Research Project based on the Grant-in-Aid for Scientific Research (S)

Molecular Systems Chemistry for the Efficient Utilization of Photon Energy
Grant-in-Aid for Scientific Research (S) : 20H05676


Photon energy conversion materials and devices – such as semiconductor photocatalysts and solar cells- suffer from the limitation in the wavelength of sunlight that can be used. As a method for solving this problem, (1) singlet fission (SF) and (2) photon upconversion based on the triplet-triplet annihilation (TTA-UC) mechanism have been attracting attention.

Purpose and Background of the Research

The study of TTA-based photon upcoversion has been historically conducted in organic media by taking advantage of molecular diffusion of the donor (D) and acceptor (A) molecules. However, the use of volatile organic solvents limits their applications. In the solid phase, donor and acceptor molecules usually do not mix homogeneously and tend to form molecular aggregates or exert micro-phase separation, which lowers the efficiency of D-to-A triplet energy transfer process. To overcome this issue, we have developed TTA-UC based on the self-assembly of acceptor molecules that harvest singlet and triplet excited energies by energy migration (Fig. 4). We have pioneered the molecular self-assembly-based, air-tolerant TTA-UC in the visible light region in various molecular systems in which the compatibility of the donor and acceptor molecules was taken into account. 1, 2, 5
On the other hand, TTA-UC from the near-infrared light (NIR) region to the visible light (VIS) region is more important, which has been investigated for organic amorphous nanoparticles doped in polymer films.6, 7
Obviously, we need to develop NIR-to-VIS TTA-UC system in which controlled molecular self-assembly holds pivotal roles. In addition, “Supramolecular SF” based on the self-assembly of designed chromophore molecules, remains an undeveloped field. In this project, we aim to tackle to the following challenges.
1. Supramolecular SF in well-designed, self-assembled molecular systems
2. Efficient NIR-to-Vis TTA-UC at low excitation light intensities by combining molecular self-assembly and nano-gap plasmonics.

Research Methods

In this study, we mainly focus on the following issues.
(1) The concept of molecular self-assembly is introduced to the field of singlet fiction (SF). More specifically, we develop a methodology to promote SF by precisely aligning chromophores in self-assemblies. In order to improve the efficiency of SF, it is essential to simultaneously achieve (i) “asymmetric chromophore arrangement” for the efficient formation of triplet pairs and (ii) to facilitate separation of the two excited triplet states so that their recombination is avoided. To achieve both of these issues, we propose asymmetric yet regular molecular self-assembly. The SF characteristics of the asymmetrically aligned chromophore arrays will be evaluated by ultrafast spectroscopy, and the effect of the specific molecular organization on SF will be elucidated.
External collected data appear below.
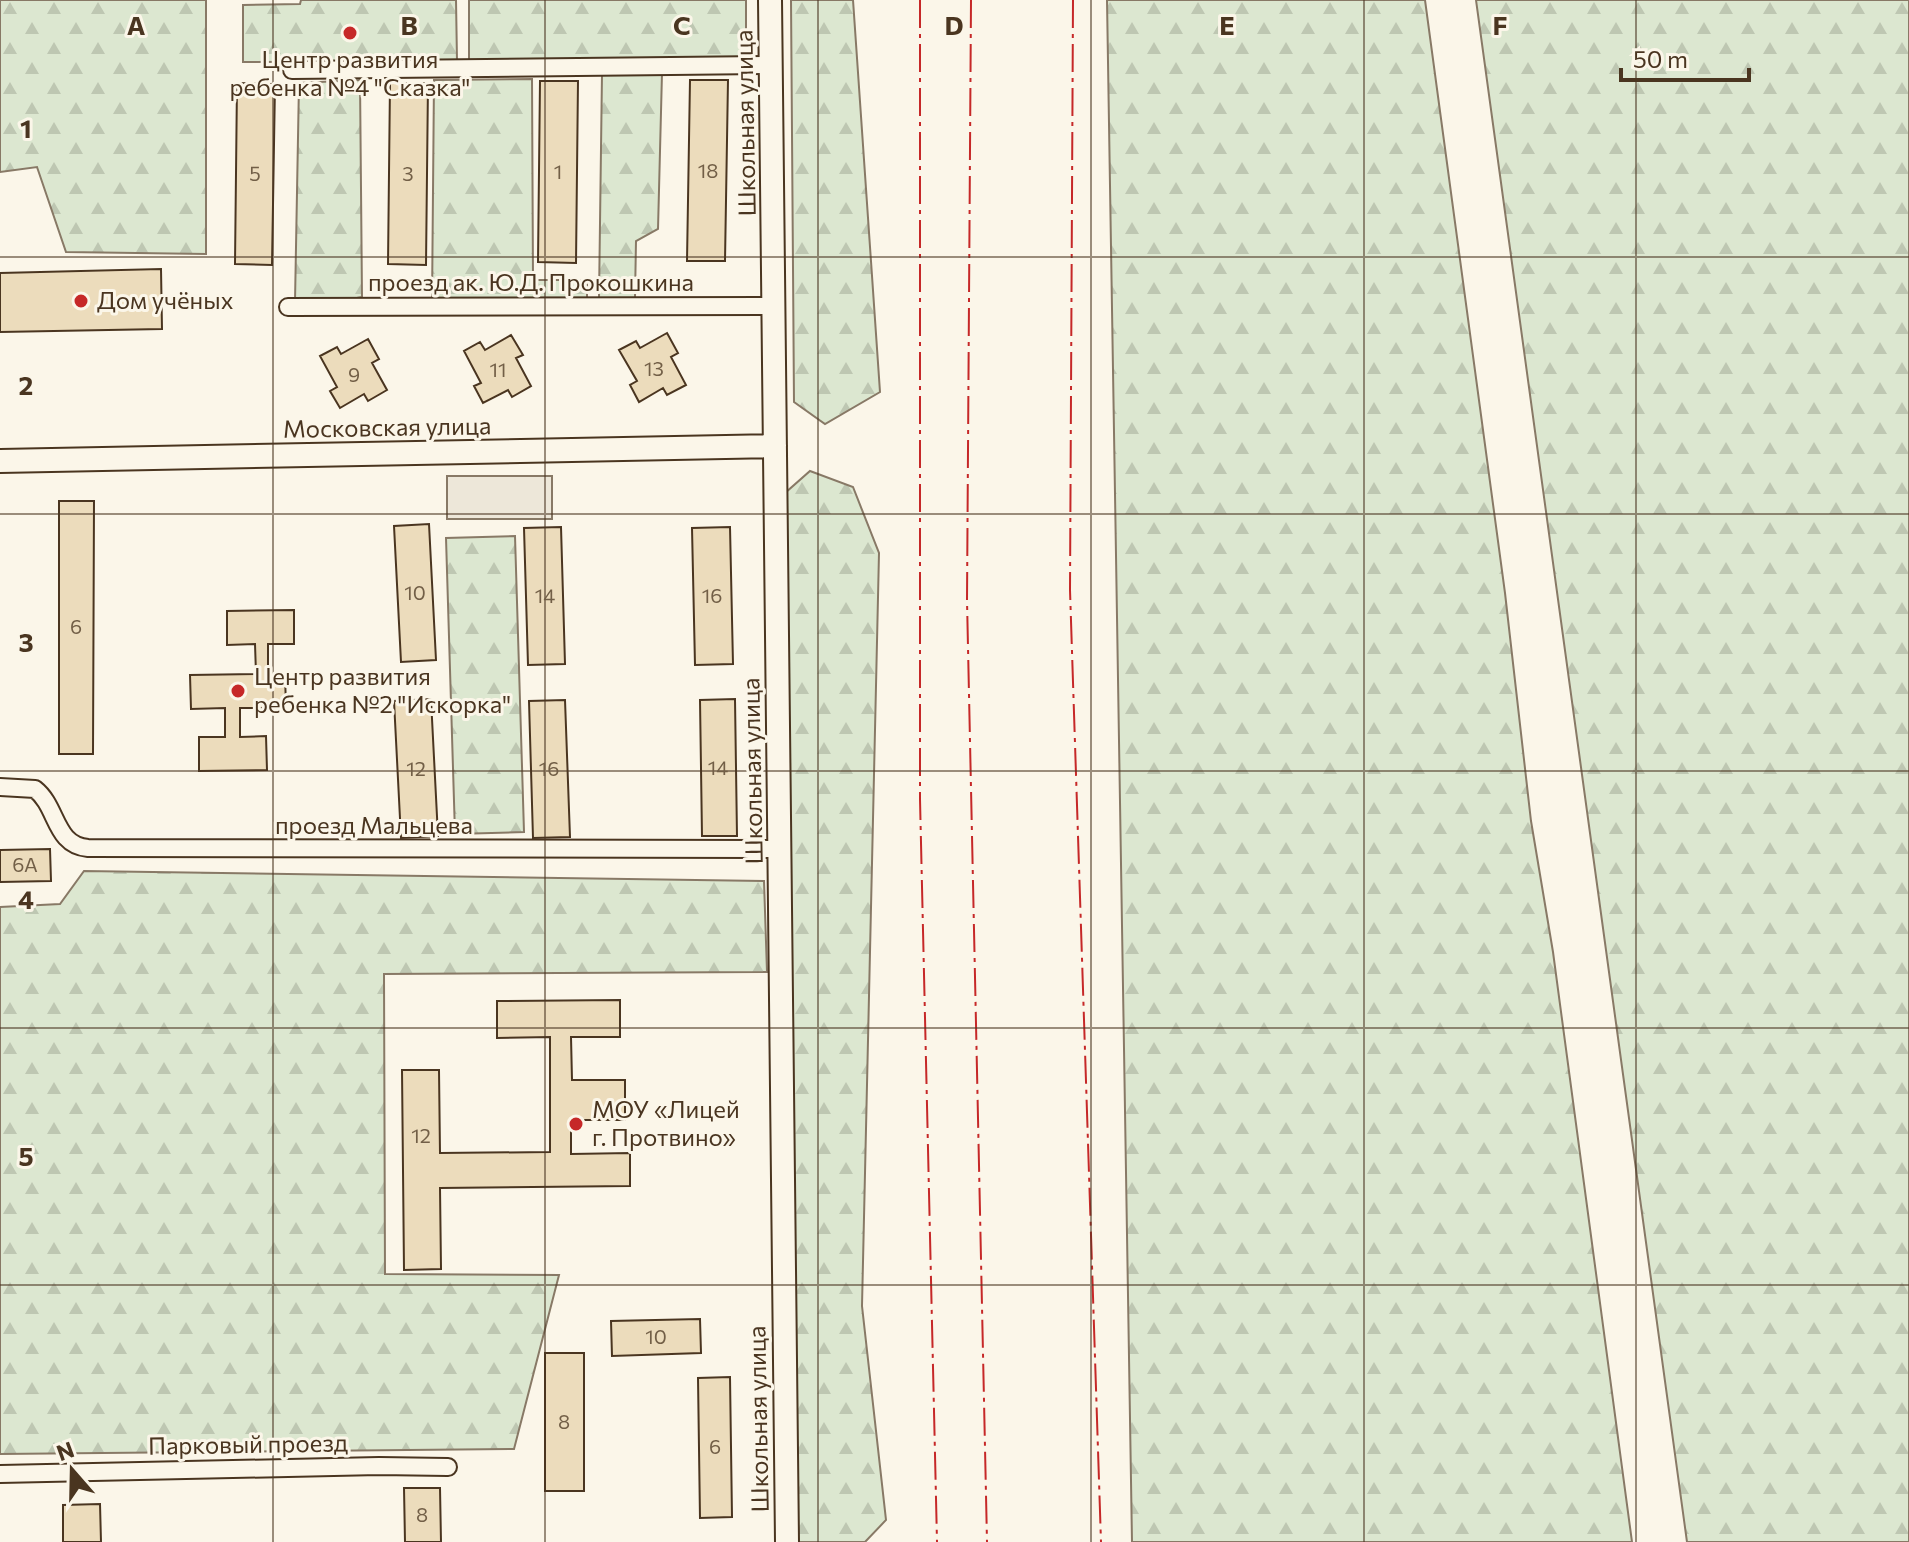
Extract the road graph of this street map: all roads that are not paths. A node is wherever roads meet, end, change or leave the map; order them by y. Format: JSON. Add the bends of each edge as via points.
{"nodes":[{"id":1,"x":770,"y":0,"type":"edge"},
{"id":2,"x":771,"y":65,"type":"junction"},
{"id":3,"x":292,"y":70,"type":"dead end"},
{"id":4,"x":774,"y":306,"type":"junction"},
{"id":5,"x":288,"y":307,"type":"dead end"},
{"id":6,"x":775,"y":446,"type":"junction"},
{"id":7,"x":0,"y":461,"type":"edge"},
{"id":8,"x":0,"y":787,"type":"edge"},
{"id":9,"x":779,"y":849,"type":"junction"},
{"id":10,"x":448,"y":1467,"type":"dead end"},
{"id":11,"x":0,"y":1474,"type":"edge"},
{"id":12,"x":787,"y":1542,"type":"edge"}],
"edges":[{"from":1,"to":2,"type":"street","name":"Школьная улица"},
{"from":2,"to":3,"type":"street"},
{"from":2,"to":4,"type":"street","name":"Школьная улица"},
{"from":4,"to":5,"type":"street","name":"проезд ак. Ю.Д. Прокошкина"},
{"from":4,"to":6,"type":"street","name":"Школьная улица"},
{"from":6,"to":7,"type":"street","name":"Московская улица"},
{"from":6,"to":9,"type":"street","name":"Школьная улица"},
{"from":8,"to":9,"type":"street","name":"проезд Мальцева","via":[[40,793],[65,838],[78,848]]},
{"from":9,"to":12,"type":"street","name":"Школьная улица"},
{"from":10,"to":11,"type":"street","name":"Парковый проезд"}]}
In addition, we will introduce nano-gap plasmonics 8 to the field of self-assembly-based UC, and a methodology for enhancing low-intensity excitation light for NIR-To-Vis UC will be developed. The relative arrangement of D and A is defined by immobilizing NIR-sensitisor molecules on the surface of 2D-metal nanocrystal arrays arranged at nano-gap intervals, followed by depositing acceptor self-assemblies.

Expected Research Achievements and Scientific Significance

Through the realization of molecular self-assembly-based SF and TTA-UC in the NIR-to-Vis region, a field of molecular systems chemistry will emerge that contributes to the control of the dynamics and functions of excited triplet states and the advanced utilization of light energy. It will lead to a paradigm shift in supramolecular chemistry and in photofunctional materials chemistry

Publications Relevant to the Project

  1. Kimizuka, N. Yanai, M-a. Morikawa, Langmuir, 2016, 32, 12304-12322. Invited Feature Article
  2. Yanai, N. Kimizuka, Chem. Commun., 2016, 52, 5354-5370. Feature Article  
  3. Nakashima, N. Kimizuka, Adv. Mater, 2002, 14, 1113-1116.
  4. Nishiyabu, C. Aimé, R. Gondo, T. Noguchi, N. Kimizuka, Angew. Chem. Int. Ed, 2009, 48, 9465-9468.
  5. For recent example, P. Bharmoria, S. Hisamitsu, H. Nagatomi, T. Ogawa, M-a. Morikawa, N. Yanai, N. Kimizuka, Am. Chem. Soc., 2018, 140, 10848-10855.
  6. Sasaki, M. Oshikawa, P. Bharmoria, H. Kouno, A. H-Takagi, M. Sato, I. Ajioka, N. Yanai, N. Kimizuka, et al, Angew. Chem. Int. Ed., 2019, 49, 17827-17833.
  7. Yanai, N. Kimizuka, Acc. Chem. Res., 2017, 50, 2487-2495.
  8. Fujikawa, M. Koizumi, A. Taino, K. Okamoto, Langmuir, 2016, 32, 12504-12510.